*** Listed entries Section Begins ***
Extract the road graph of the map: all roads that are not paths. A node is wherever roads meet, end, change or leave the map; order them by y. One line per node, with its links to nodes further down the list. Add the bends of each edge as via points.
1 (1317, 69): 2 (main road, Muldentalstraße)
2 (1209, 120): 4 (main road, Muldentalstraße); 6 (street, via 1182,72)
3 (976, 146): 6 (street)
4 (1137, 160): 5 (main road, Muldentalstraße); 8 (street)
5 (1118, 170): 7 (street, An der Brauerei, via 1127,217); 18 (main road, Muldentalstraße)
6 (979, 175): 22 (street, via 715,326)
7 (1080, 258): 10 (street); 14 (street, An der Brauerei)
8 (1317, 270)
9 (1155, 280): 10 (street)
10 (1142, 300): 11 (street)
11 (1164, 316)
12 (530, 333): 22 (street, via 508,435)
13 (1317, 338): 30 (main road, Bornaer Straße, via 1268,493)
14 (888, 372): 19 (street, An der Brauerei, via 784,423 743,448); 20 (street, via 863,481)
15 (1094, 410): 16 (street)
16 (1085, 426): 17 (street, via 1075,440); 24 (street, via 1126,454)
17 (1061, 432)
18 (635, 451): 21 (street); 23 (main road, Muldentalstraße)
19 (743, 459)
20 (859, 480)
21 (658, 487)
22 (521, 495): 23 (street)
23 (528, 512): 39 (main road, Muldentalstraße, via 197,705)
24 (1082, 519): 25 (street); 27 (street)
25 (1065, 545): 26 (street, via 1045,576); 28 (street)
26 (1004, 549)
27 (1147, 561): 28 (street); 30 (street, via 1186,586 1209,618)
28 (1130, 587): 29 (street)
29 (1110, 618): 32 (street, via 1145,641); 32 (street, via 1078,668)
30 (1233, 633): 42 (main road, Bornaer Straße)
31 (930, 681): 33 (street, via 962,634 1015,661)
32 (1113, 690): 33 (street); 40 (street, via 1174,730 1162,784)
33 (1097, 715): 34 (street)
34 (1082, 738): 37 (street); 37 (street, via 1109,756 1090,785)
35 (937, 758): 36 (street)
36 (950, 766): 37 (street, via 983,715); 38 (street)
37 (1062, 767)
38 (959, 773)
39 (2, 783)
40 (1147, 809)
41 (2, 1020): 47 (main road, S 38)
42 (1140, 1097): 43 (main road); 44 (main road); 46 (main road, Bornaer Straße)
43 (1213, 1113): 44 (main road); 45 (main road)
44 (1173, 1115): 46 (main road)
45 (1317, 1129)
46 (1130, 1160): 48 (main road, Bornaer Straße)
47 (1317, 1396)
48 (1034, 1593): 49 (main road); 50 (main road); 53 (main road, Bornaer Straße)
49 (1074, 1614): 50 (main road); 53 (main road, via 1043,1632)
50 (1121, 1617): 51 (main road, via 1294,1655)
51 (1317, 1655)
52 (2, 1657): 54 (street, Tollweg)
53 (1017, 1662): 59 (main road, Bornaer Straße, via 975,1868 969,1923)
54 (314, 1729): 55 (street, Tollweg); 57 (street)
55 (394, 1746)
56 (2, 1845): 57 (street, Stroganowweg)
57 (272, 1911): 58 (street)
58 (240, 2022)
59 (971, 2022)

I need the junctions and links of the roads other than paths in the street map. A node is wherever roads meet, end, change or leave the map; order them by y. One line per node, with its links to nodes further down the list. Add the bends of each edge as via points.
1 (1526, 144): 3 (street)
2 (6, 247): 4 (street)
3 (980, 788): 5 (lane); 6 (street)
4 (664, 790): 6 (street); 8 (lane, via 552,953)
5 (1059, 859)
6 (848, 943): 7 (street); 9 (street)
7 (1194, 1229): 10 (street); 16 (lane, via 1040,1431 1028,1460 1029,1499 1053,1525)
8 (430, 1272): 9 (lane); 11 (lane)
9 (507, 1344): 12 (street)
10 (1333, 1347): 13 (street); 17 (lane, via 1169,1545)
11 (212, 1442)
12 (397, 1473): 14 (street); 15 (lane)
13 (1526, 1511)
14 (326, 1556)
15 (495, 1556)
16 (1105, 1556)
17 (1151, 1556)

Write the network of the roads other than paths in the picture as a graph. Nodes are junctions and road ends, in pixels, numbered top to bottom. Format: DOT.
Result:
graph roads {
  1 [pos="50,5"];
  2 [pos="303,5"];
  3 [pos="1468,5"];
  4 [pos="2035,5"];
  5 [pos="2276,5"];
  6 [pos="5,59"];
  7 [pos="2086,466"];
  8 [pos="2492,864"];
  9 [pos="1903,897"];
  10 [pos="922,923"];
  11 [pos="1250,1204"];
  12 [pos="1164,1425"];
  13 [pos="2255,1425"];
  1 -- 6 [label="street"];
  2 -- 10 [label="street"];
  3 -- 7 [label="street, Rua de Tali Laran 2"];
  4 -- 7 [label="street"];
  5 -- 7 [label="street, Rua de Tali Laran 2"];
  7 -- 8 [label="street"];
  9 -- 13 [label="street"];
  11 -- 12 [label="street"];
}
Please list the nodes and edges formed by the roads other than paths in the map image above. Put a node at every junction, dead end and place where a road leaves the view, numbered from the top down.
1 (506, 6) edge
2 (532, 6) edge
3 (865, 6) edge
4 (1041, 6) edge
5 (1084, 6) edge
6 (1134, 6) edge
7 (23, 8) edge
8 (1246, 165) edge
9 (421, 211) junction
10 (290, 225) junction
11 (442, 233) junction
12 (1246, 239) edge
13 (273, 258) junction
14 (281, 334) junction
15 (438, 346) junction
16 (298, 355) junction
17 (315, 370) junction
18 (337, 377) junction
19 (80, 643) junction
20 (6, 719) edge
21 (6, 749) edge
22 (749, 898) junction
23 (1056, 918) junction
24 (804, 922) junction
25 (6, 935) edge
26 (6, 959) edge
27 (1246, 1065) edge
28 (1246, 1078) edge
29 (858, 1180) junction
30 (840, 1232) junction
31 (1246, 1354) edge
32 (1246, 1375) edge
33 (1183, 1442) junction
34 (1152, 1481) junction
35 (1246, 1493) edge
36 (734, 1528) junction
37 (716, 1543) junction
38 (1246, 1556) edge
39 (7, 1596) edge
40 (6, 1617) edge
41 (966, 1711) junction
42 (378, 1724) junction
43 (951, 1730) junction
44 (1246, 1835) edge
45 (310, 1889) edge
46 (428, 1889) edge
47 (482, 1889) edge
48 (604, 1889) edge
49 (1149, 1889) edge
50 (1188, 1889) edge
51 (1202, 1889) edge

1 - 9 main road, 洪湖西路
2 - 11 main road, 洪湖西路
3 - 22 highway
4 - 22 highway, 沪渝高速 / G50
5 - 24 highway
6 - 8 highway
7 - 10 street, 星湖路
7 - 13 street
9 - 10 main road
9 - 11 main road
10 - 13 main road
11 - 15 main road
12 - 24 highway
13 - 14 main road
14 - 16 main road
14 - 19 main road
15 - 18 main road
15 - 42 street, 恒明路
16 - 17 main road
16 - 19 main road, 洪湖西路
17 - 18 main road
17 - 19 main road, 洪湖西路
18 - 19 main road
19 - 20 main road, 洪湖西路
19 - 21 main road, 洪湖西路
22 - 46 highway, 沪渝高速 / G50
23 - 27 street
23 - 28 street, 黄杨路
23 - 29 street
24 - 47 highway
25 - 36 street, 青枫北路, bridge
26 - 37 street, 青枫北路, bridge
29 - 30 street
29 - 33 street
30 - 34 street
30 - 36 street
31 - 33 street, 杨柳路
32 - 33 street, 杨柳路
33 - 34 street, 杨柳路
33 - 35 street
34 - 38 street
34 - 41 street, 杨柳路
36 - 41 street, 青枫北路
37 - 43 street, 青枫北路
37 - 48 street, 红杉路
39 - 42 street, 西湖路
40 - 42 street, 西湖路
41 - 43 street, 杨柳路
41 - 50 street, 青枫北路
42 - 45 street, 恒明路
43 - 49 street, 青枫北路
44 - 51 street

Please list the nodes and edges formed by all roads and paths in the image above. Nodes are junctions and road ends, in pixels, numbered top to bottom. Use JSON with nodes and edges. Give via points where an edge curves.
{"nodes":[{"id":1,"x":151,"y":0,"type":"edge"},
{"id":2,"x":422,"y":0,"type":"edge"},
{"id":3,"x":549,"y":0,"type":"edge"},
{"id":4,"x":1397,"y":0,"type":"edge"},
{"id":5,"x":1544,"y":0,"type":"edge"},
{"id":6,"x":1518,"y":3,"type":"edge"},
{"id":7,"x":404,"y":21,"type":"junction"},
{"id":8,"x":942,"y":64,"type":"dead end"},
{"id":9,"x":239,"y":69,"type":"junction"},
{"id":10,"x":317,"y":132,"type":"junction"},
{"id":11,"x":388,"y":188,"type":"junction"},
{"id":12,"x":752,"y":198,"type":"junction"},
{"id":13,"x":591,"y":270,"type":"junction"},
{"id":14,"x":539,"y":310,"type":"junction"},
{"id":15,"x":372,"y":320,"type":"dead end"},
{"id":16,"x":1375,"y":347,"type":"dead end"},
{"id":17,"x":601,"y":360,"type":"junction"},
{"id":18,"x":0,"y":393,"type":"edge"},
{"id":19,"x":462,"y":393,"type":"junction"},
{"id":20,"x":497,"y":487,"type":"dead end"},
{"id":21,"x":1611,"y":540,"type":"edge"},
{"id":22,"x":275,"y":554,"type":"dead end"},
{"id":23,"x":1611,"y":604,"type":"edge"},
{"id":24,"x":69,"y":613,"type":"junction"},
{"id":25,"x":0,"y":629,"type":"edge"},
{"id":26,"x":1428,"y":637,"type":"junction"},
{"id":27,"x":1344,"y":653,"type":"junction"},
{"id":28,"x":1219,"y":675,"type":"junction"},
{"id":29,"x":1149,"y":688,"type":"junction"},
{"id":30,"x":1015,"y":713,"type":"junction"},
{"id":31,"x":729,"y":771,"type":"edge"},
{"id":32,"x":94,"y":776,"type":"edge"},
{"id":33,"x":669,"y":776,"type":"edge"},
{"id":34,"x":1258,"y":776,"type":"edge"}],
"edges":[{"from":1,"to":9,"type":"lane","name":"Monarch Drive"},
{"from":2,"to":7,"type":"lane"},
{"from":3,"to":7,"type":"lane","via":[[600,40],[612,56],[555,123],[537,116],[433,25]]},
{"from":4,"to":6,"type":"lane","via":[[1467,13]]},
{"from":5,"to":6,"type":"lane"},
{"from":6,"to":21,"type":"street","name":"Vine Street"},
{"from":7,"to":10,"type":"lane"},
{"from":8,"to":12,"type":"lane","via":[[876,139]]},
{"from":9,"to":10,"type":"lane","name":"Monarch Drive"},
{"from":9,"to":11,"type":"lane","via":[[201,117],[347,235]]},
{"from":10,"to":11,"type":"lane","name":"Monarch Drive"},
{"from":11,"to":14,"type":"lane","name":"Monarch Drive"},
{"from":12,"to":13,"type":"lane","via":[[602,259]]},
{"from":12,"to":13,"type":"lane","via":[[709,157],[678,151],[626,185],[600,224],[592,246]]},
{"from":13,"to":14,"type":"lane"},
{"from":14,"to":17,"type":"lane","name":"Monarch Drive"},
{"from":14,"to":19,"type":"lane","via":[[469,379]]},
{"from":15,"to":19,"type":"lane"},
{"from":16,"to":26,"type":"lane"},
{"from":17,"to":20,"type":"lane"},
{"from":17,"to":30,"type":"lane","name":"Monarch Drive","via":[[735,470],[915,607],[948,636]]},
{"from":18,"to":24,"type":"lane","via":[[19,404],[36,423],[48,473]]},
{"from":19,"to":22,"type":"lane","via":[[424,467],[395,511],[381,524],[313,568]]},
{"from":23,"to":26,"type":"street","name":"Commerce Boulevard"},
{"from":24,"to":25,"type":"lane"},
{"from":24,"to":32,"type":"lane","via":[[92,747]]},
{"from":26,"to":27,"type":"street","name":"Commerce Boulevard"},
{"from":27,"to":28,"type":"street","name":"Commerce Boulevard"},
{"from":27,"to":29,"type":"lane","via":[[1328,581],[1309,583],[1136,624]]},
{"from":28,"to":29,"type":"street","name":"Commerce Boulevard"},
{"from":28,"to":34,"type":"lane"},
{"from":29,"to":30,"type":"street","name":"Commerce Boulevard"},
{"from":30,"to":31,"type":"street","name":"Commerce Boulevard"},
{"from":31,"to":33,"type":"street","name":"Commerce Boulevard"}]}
*** Listed entries Section Ends ***
> **What to produce**: Copy the lines of the entries above that mention "Boulevard".

> **The answer**:
{"from":23,"to":26,"type":"street","name":"Commerce Boulevard"},
{"from":26,"to":27,"type":"street","name":"Commerce Boulevard"},
{"from":27,"to":28,"type":"street","name":"Commerce Boulevard"},
{"from":28,"to":29,"type":"street","name":"Commerce Boulevard"},
{"from":29,"to":30,"type":"street","name":"Commerce Boulevard"},
{"from":30,"to":31,"type":"street","name":"Commerce Boulevard"},
{"from":31,"to":33,"type":"street","name":"Commerce Boulevard"}]}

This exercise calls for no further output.